/---

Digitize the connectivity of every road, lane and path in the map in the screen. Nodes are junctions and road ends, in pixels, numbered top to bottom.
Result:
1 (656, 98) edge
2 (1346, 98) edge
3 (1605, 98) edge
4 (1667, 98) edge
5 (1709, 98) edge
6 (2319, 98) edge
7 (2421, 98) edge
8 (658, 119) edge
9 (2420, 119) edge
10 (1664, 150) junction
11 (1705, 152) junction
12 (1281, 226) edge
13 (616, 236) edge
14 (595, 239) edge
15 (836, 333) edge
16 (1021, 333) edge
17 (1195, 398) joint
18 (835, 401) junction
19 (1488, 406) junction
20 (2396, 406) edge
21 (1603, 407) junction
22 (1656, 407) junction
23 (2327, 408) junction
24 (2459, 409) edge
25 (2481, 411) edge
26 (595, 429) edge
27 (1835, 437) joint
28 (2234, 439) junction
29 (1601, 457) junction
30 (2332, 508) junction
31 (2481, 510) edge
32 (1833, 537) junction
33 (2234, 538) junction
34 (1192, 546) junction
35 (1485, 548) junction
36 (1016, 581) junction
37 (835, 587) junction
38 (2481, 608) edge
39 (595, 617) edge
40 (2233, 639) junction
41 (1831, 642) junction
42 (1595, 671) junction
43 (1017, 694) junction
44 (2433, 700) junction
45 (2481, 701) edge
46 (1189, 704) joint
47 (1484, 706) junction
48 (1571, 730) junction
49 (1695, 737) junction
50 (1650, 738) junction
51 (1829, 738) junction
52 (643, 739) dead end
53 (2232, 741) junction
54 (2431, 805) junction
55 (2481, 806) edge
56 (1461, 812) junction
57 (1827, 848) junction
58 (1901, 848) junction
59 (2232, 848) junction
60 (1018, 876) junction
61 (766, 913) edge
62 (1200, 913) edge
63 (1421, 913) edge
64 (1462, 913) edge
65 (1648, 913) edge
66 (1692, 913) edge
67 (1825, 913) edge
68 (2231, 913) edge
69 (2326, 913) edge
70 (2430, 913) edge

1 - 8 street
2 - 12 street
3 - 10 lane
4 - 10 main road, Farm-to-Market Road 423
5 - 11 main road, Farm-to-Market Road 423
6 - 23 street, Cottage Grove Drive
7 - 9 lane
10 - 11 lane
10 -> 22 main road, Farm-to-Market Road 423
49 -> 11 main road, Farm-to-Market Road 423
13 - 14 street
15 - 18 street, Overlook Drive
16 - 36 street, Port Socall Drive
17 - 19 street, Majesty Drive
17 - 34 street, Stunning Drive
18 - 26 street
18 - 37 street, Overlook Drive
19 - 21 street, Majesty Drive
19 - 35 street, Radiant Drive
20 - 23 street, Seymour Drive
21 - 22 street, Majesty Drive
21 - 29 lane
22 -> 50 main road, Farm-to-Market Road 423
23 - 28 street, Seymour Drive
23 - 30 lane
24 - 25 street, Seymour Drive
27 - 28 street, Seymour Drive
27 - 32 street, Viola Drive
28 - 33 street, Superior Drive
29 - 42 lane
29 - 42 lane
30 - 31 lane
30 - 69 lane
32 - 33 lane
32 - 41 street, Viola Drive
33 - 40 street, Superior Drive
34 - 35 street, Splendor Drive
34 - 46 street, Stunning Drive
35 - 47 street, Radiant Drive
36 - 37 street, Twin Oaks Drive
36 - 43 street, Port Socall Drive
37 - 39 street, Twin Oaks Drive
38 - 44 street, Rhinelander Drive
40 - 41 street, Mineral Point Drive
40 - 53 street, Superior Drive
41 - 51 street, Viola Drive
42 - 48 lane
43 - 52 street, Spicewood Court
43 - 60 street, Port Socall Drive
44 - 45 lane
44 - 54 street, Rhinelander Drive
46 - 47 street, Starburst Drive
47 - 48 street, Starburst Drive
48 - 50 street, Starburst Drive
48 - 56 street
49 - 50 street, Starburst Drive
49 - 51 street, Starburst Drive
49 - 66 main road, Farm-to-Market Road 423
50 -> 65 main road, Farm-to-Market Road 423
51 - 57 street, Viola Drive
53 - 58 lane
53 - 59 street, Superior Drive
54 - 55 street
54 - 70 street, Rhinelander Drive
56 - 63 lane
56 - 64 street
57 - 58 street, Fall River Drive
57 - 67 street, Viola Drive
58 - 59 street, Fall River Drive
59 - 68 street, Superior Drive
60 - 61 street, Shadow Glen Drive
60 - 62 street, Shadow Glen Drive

\---

- Exercise
Determine the number of lines in the data that contain "Stunning" as a word or string, and state only that number.

- Answer section
2